Colocávamos em lata grande e barrica a água trazida em baldes do poço perfurado no terreno vizinho (que também pertencia ao locador). O banho era tomado em bacia grande. Certa vez, por mera curiosidade, espiei pela fresta da porta, a minha mãe se depilar (dizíamos raspar os pelos do corpo). Ela notou: “Vá pra fora menino”. Saí de fininho. A minha curiosidade centrava-se na técnica de depilar, sem qualquer conotação freudiana. A latrina, apelidada de “casinha”, construída de madeira e telhado, ficava no quintal. Quando a fossa enchia, cavávamos outra; com a terra desta, cobríamos a anterior. Meu pai construiu paiol e forno à lenha. O paiol servia de depósito e de oficina. Ali meu pai montou a bancada de madeira, fixou o torno de ferro e colocou as demais ferramentas. No forno, a mãe assava o pão. Os bolos, manjares e mingau de maisena com capa cremosa, freqüentes na cidade natal, ficaram na saudade. A precariedade dos recursos e das instalações não permitia esse luxo. O óleo de rícino e o óleo de fígado de bacalhau não deixaram saudade. Já o biotônico Fontoura era bem aceito. Mamãe se esfalfava na tina de lavar roupa e a transitar pelo corredor, a céu aberto, até o poço. A alça do balde era presa à ponta de uma corda enrolada em um cilindro de madeira provido de manivela acionada por nossa força muscular. O cilindro situava-se na linha mediana acima da boca do poço. Peça de madeira fixada em cada lado da boca do poço sustentava o cilindro e a trava da manivela.

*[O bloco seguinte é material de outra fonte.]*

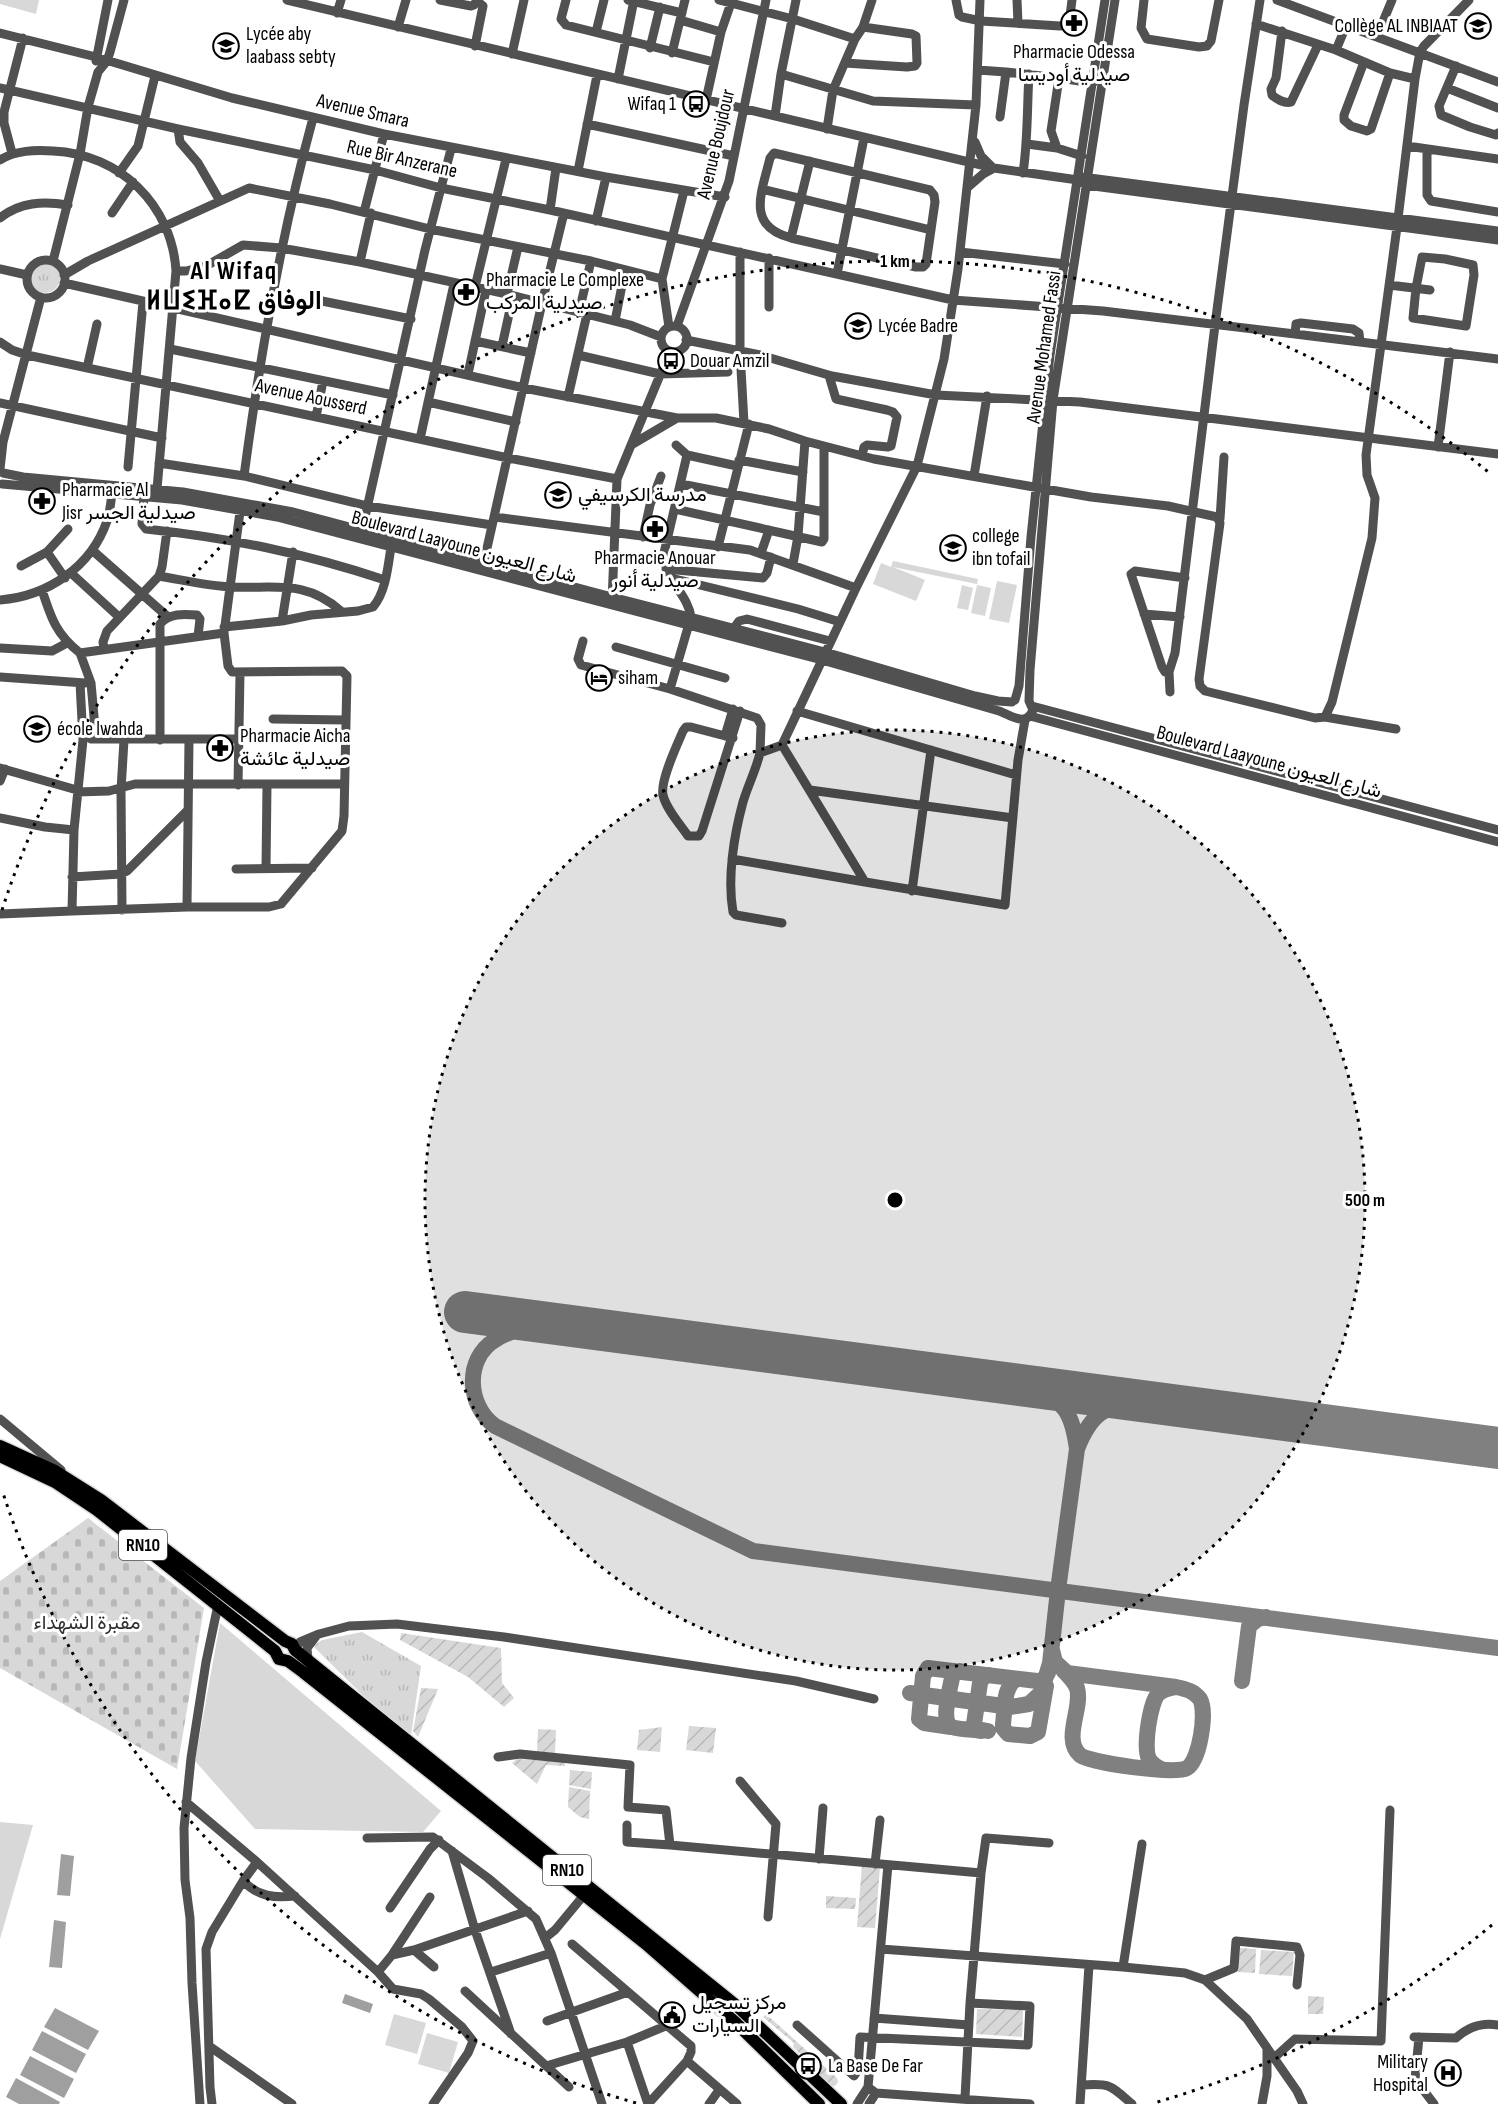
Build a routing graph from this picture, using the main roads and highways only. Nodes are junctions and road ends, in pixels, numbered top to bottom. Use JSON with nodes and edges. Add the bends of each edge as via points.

Ir ao colégio implicava em caminhada longa. Por economia, dispensávamos o ônibus. Isto durou quase todo o curso ginasial. Na volta da escola onde eu apanhava minha irmã (grupo escolar professor Brandão) passávamos em frente a uma casa grande, de alvenaria, com garagem, muro baixo feito de pedras, atrás do qual se via grama cortada e jardim bem cuidado. Ali se postavam três meninos robustos (gordinhos, talvez) bem vestidos e calçados, a zombar de nós. Certo dia, perdi a paciência e os chamei para briga; que viesse um de cada vez. Eles toparam. Solicitei ao Valdo, garoto amigo e vizinho, que acompanhasse Anunciada (minha irmã) e aguardasse na esquina. Derrubei e soquei os dois primeiros. O terceiro desistiu. Nunca mais nos provocaram. Passados uns dias, eu voltava do armazém com as compras encomendadas por minha mãe, quando avistei na parte alta do morro quatro garotos conhecidos. Ao me aproximar, eles tomaram atitude ameaçadora. Os dois maiores seguravam paus cortados de árvore. Perguntei o que era aquilo. “Queremos ver se você é bom de briga como estão dizendo por aí” – um deles respondeu. Negociei com eles a entrega das compras à minha mãe e a volta ao local para acertarmos aquele assunto. Eles queriam partir para a briga naquele instante. Consegui convencê-los, dando-lhes a minha palavra de honra (na época, isto ainda valia, mesmo entre jovens). Depositei as compras na cozinha, entrei no porão, escolhi um pedaço de madeira que pudesse empunhar e fui ao encontro. “Aonde vai você, menino?” A mãe estranhou aquele entra e sai. “Vou levar essa madeira para os meus amigos e já volto”. Imaginei que seria atacado pelos dois armados de paus; os outros dois fariam o arremate com socos e chutes. Perguntei se eles atacariam juntos ou um de cada vez. Olhando o pedaço de madeira na minha mão, um porrete se comparado com os paus que eles seguravam, responderam: “Você disse que só deixaria as compras e voltava”. “Sim, mas eu não disse que voltaria de mãos vazias” respondi e perguntei “de onde essa idéia de jerico?”. Menos agressivos, explicaram: Valdo lhes contara sobre a minha briga com os meninos e eles resolveram tirar a prova.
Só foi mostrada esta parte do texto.